In the sixth episode, Meghan discussed her time working as a Deal or No Deal briefcase model. She stated that, though she was "surrounded by smart women on that stage," the models were treated like stereotypical "bimbos." She claimed there had been different beauty stations for the models to prepare for the game show, including a section where you could add "padding in your bra." Former Deal or No Deal model Patricia Kara disputed this latter claim, stating "There is no truth to the padding station. In all the years I worked on the show, that never existed." Howie Mandel, the Deal or No Deal host during Meghan's time working there, stated that he didn't think that Meghan was complaining in her comments, but "I think Meghan just said she wanted to do more. It wasn't fulfilling for her."

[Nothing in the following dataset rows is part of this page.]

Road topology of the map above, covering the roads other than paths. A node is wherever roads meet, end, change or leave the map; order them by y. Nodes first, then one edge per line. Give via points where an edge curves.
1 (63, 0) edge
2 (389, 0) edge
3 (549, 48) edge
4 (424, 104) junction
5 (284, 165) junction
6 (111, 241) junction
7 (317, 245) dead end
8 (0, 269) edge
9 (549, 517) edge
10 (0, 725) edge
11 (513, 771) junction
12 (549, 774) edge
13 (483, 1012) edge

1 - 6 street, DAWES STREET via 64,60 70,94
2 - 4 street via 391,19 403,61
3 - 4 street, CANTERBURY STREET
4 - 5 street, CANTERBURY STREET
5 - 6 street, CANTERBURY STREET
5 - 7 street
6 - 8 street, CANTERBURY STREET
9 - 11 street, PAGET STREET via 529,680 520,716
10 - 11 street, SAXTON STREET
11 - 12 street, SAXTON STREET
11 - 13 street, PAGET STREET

Following the 2023 announcement that Spotify and Archewell parted ways, Bill Simmons, head of podcast innovation and monetization at Spotify, criticized Meghan and Prince Harry on his podcast. Meghan and Prince Harry did not comment.

Following allegations that Meghan had not conducted the interviews for her podcast, an Archetypes producer confirmed that Meghan conducted the main interviews while producers "occasionally" conducted the other interviews, adding that they "never edited [Meghan] asking questions into interviews that producers conducted."